→ Entries shown:
■ ■ ■ ■

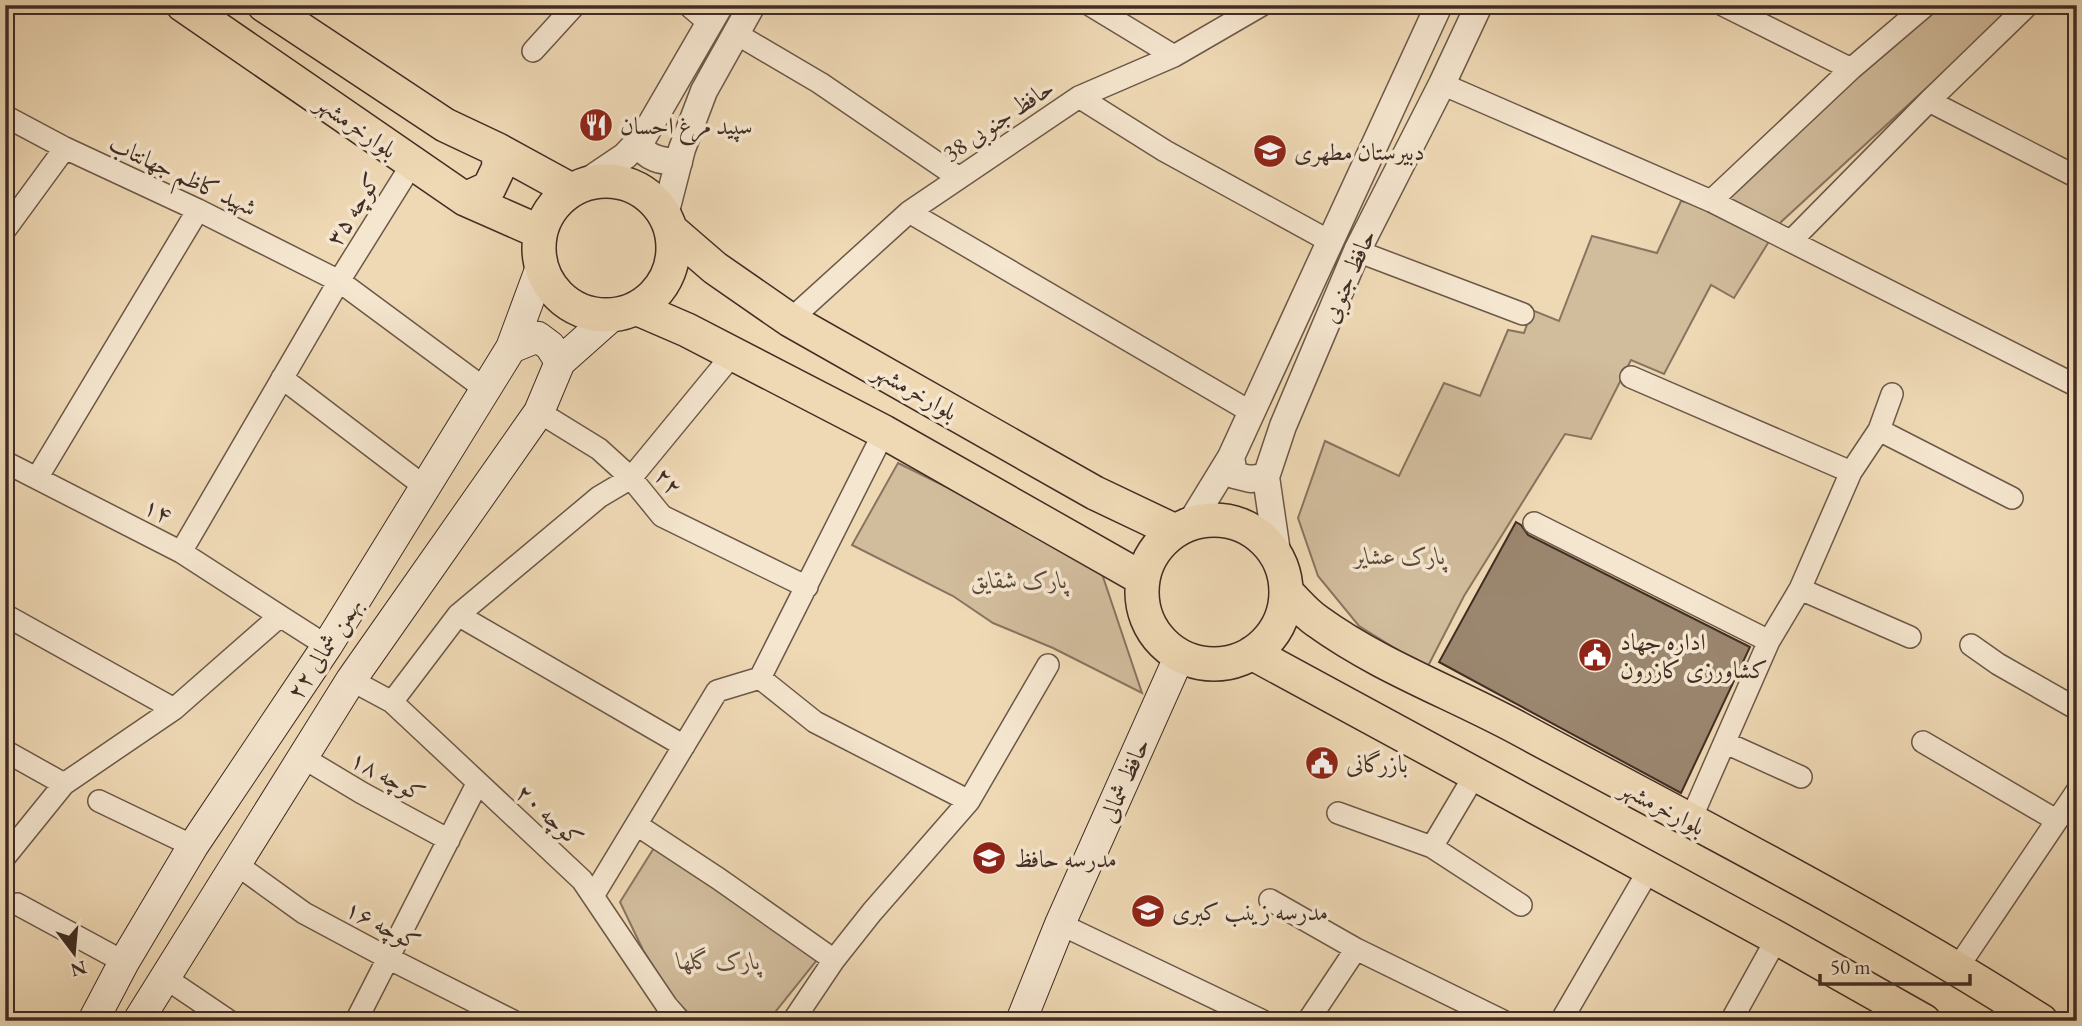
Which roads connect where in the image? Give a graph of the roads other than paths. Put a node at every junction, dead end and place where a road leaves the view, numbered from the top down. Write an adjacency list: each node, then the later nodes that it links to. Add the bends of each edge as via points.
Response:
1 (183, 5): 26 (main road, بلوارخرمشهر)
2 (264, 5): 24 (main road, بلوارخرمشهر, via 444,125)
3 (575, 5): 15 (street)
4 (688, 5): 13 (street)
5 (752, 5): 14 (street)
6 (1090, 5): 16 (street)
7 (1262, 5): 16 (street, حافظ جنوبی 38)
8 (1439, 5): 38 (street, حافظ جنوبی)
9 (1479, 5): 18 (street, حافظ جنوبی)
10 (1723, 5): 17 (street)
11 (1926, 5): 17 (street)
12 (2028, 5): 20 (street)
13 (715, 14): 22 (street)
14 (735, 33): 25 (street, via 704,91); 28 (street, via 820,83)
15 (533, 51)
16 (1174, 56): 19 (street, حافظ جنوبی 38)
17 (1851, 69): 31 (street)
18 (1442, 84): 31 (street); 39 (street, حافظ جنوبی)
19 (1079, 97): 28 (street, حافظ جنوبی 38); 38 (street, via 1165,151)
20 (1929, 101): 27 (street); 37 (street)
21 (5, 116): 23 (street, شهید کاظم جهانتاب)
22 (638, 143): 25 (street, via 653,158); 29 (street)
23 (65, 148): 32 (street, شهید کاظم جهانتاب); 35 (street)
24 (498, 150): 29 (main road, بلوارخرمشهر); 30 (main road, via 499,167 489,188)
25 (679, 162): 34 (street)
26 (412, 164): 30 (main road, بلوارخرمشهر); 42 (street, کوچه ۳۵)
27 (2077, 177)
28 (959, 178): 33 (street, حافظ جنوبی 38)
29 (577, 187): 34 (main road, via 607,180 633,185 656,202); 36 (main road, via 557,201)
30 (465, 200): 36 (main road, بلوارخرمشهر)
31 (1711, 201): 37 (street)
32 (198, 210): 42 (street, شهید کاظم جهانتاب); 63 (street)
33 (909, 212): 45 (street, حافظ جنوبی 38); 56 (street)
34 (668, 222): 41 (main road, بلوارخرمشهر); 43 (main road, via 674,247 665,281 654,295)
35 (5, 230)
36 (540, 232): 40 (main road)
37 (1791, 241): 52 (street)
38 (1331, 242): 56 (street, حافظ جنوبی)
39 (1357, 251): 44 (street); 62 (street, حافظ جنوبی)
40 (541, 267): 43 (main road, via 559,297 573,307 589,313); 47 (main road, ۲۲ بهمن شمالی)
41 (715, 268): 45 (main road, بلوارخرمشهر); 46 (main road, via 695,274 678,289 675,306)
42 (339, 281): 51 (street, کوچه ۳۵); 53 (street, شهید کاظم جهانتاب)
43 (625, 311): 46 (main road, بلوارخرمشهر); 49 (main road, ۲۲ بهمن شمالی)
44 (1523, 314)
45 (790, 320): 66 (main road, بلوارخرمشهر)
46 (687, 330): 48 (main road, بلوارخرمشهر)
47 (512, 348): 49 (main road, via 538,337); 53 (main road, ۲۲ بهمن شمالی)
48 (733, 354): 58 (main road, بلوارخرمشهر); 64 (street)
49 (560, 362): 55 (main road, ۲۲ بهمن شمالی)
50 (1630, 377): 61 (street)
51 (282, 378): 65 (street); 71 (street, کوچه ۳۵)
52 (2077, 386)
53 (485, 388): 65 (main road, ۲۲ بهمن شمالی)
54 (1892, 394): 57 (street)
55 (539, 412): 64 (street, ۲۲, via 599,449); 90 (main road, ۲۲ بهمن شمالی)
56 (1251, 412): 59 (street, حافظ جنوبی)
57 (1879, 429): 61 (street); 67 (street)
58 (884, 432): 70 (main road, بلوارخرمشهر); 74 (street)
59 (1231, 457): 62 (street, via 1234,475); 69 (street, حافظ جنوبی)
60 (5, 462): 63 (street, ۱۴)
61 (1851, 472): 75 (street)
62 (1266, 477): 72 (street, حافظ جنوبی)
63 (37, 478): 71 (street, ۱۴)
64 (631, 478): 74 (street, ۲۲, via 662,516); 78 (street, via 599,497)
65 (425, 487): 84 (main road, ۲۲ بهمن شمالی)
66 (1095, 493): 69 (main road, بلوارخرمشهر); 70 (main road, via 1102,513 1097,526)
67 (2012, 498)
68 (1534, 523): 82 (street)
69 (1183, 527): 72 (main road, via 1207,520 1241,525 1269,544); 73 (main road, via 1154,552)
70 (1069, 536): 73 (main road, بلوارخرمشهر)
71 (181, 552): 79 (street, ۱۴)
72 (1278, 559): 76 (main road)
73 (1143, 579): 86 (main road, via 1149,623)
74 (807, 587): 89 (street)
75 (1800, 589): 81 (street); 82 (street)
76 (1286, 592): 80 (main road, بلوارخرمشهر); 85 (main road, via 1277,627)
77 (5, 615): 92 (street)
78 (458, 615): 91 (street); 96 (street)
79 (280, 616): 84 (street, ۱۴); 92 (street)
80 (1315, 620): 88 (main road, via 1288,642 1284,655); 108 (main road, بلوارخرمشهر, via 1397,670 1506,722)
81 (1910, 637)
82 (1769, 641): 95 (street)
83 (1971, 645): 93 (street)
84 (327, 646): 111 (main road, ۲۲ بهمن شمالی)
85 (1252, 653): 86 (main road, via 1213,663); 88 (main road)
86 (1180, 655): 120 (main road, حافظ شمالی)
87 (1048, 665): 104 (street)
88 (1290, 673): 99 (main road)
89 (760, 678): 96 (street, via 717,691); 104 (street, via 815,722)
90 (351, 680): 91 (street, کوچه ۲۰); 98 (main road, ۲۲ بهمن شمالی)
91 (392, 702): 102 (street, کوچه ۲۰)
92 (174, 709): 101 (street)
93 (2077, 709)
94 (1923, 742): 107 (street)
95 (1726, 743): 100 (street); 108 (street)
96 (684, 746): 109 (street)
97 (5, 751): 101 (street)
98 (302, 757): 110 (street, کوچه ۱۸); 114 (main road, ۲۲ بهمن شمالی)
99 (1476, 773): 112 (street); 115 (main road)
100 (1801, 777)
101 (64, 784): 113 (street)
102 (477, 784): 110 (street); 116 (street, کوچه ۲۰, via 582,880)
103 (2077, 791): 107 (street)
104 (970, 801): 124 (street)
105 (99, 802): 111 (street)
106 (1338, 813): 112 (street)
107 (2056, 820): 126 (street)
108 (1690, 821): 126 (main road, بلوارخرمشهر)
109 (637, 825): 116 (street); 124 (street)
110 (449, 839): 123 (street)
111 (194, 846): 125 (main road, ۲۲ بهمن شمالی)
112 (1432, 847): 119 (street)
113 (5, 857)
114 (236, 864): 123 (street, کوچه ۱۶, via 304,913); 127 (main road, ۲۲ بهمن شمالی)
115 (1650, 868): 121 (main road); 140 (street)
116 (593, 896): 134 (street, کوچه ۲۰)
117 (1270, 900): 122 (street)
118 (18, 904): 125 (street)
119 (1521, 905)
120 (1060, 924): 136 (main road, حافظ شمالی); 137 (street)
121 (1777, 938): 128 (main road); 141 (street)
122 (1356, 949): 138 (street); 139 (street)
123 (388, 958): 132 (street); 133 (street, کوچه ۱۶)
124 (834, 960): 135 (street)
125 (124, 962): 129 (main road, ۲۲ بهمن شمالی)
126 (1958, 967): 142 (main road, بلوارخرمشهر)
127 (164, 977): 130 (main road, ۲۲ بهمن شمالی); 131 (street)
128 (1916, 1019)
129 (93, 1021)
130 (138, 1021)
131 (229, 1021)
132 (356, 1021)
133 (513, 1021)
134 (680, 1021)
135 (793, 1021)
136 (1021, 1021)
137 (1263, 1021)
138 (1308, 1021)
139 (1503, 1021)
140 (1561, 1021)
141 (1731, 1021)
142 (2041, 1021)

■ ■ ■ ■

→ Assigned task: Your reply must reproduce all of the entries exactly and contain no pictures.

→ Answer to the problem:
Which roads connect where in the image? Give a graph of the roads other than paths. Put a node at every junction, dead end and place where a road leaves the view, numbered from the top down. Write an adjacency list: each node, then the later nodes that it links to. Add the bends of each edge as via points.
Response:
1 (183, 5): 26 (main road, بلوارخرمشهر)
2 (264, 5): 24 (main road, بلوارخرمشهر, via 444,125)
3 (575, 5): 15 (street)
4 (688, 5): 13 (street)
5 (752, 5): 14 (street)
6 (1090, 5): 16 (street)
7 (1262, 5): 16 (street, حافظ جنوبی 38)
8 (1439, 5): 38 (street, حافظ جنوبی)
9 (1479, 5): 18 (street, حافظ جنوبی)
10 (1723, 5): 17 (street)
11 (1926, 5): 17 (street)
12 (2028, 5): 20 (street)
13 (715, 14): 22 (street)
14 (735, 33): 25 (street, via 704,91); 28 (street, via 820,83)
15 (533, 51)
16 (1174, 56): 19 (street, حافظ جنوبی 38)
17 (1851, 69): 31 (street)
18 (1442, 84): 31 (street); 39 (street, حافظ جنوبی)
19 (1079, 97): 28 (street, حافظ جنوبی 38); 38 (street, via 1165,151)
20 (1929, 101): 27 (street); 37 (street)
21 (5, 116): 23 (street, شهید کاظم جهانتاب)
22 (638, 143): 25 (street, via 653,158); 29 (street)
23 (65, 148): 32 (street, شهید کاظم جهانتاب); 35 (street)
24 (498, 150): 29 (main road, بلوارخرمشهر); 30 (main road, via 499,167 489,188)
25 (679, 162): 34 (street)
26 (412, 164): 30 (main road, بلوارخرمشهر); 42 (street, کوچه ۳۵)
27 (2077, 177)
28 (959, 178): 33 (street, حافظ جنوبی 38)
29 (577, 187): 34 (main road, via 607,180 633,185 656,202); 36 (main road, via 557,201)
30 (465, 200): 36 (main road, بلوارخرمشهر)
31 (1711, 201): 37 (street)
32 (198, 210): 42 (street, شهید کاظم جهانتاب); 63 (street)
33 (909, 212): 45 (street, حافظ جنوبی 38); 56 (street)
34 (668, 222): 41 (main road, بلوارخرمشهر); 43 (main road, via 674,247 665,281 654,295)
35 (5, 230)
36 (540, 232): 40 (main road)
37 (1791, 241): 52 (street)
38 (1331, 242): 56 (street, حافظ جنوبی)
39 (1357, 251): 44 (street); 62 (street, حافظ جنوبی)
40 (541, 267): 43 (main road, via 559,297 573,307 589,313); 47 (main road, ۲۲ بهمن شمالی)
41 (715, 268): 45 (main road, بلوارخرمشهر); 46 (main road, via 695,274 678,289 675,306)
42 (339, 281): 51 (street, کوچه ۳۵); 53 (street, شهید کاظم جهانتاب)
43 (625, 311): 46 (main road, بلوارخرمشهر); 49 (main road, ۲۲ بهمن شمالی)
44 (1523, 314)
45 (790, 320): 66 (main road, بلوارخرمشهر)
46 (687, 330): 48 (main road, بلوارخرمشهر)
47 (512, 348): 49 (main road, via 538,337); 53 (main road, ۲۲ بهمن شمالی)
48 (733, 354): 58 (main road, بلوارخرمشهر); 64 (street)
49 (560, 362): 55 (main road, ۲۲ بهمن شمالی)
50 (1630, 377): 61 (street)
51 (282, 378): 65 (street); 71 (street, کوچه ۳۵)
52 (2077, 386)
53 (485, 388): 65 (main road, ۲۲ بهمن شمالی)
54 (1892, 394): 57 (street)
55 (539, 412): 64 (street, ۲۲, via 599,449); 90 (main road, ۲۲ بهمن شمالی)
56 (1251, 412): 59 (street, حافظ جنوبی)
57 (1879, 429): 61 (street); 67 (street)
58 (884, 432): 70 (main road, بلوارخرمشهر); 74 (street)
59 (1231, 457): 62 (street, via 1234,475); 69 (street, حافظ جنوبی)
60 (5, 462): 63 (street, ۱۴)
61 (1851, 472): 75 (street)
62 (1266, 477): 72 (street, حافظ جنوبی)
63 (37, 478): 71 (street, ۱۴)
64 (631, 478): 74 (street, ۲۲, via 662,516); 78 (street, via 599,497)
65 (425, 487): 84 (main road, ۲۲ بهمن شمالی)
66 (1095, 493): 69 (main road, بلوارخرمشهر); 70 (main road, via 1102,513 1097,526)
67 (2012, 498)
68 (1534, 523): 82 (street)
69 (1183, 527): 72 (main road, via 1207,520 1241,525 1269,544); 73 (main road, via 1154,552)
70 (1069, 536): 73 (main road, بلوارخرمشهر)
71 (181, 552): 79 (street, ۱۴)
72 (1278, 559): 76 (main road)
73 (1143, 579): 86 (main road, via 1149,623)
74 (807, 587): 89 (street)
75 (1800, 589): 81 (street); 82 (street)
76 (1286, 592): 80 (main road, بلوارخرمشهر); 85 (main road, via 1277,627)
77 (5, 615): 92 (street)
78 (458, 615): 91 (street); 96 (street)
79 (280, 616): 84 (street, ۱۴); 92 (street)
80 (1315, 620): 88 (main road, via 1288,642 1284,655); 108 (main road, بلوارخرمشهر, via 1397,670 1506,722)
81 (1910, 637)
82 (1769, 641): 95 (street)
83 (1971, 645): 93 (street)
84 (327, 646): 111 (main road, ۲۲ بهمن شمالی)
85 (1252, 653): 86 (main road, via 1213,663); 88 (main road)
86 (1180, 655): 120 (main road, حافظ شمالی)
87 (1048, 665): 104 (street)
88 (1290, 673): 99 (main road)
89 (760, 678): 96 (street, via 717,691); 104 (street, via 815,722)
90 (351, 680): 91 (street, کوچه ۲۰); 98 (main road, ۲۲ بهمن شمالی)
91 (392, 702): 102 (street, کوچه ۲۰)
92 (174, 709): 101 (street)
93 (2077, 709)
94 (1923, 742): 107 (street)
95 (1726, 743): 100 (street); 108 (street)
96 (684, 746): 109 (street)
97 (5, 751): 101 (street)
98 (302, 757): 110 (street, کوچه ۱۸); 114 (main road, ۲۲ بهمن شمالی)
99 (1476, 773): 112 (street); 115 (main road)
100 (1801, 777)
101 (64, 784): 113 (street)
102 (477, 784): 110 (street); 116 (street, کوچه ۲۰, via 582,880)
103 (2077, 791): 107 (street)
104 (970, 801): 124 (street)
105 (99, 802): 111 (street)
106 (1338, 813): 112 (street)
107 (2056, 820): 126 (street)
108 (1690, 821): 126 (main road, بلوارخرمشهر)
109 (637, 825): 116 (street); 124 (street)
110 (449, 839): 123 (street)
111 (194, 846): 125 (main road, ۲۲ بهمن شمالی)
112 (1432, 847): 119 (street)
113 (5, 857)
114 (236, 864): 123 (street, کوچه ۱۶, via 304,913); 127 (main road, ۲۲ بهمن شمالی)
115 (1650, 868): 121 (main road); 140 (street)
116 (593, 896): 134 (street, کوچه ۲۰)
117 (1270, 900): 122 (street)
118 (18, 904): 125 (street)
119 (1521, 905)
120 (1060, 924): 136 (main road, حافظ شمالی); 137 (street)
121 (1777, 938): 128 (main road); 141 (street)
122 (1356, 949): 138 (street); 139 (street)
123 (388, 958): 132 (street); 133 (street, کوچه ۱۶)
124 (834, 960): 135 (street)
125 (124, 962): 129 (main road, ۲۲ بهمن شمالی)
126 (1958, 967): 142 (main road, بلوارخرمشهر)
127 (164, 977): 130 (main road, ۲۲ بهمن شمالی); 131 (street)
128 (1916, 1019)
129 (93, 1021)
130 (138, 1021)
131 (229, 1021)
132 (356, 1021)
133 (513, 1021)
134 (680, 1021)
135 (793, 1021)
136 (1021, 1021)
137 (1263, 1021)
138 (1308, 1021)
139 (1503, 1021)
140 (1561, 1021)
141 (1731, 1021)
142 (2041, 1021)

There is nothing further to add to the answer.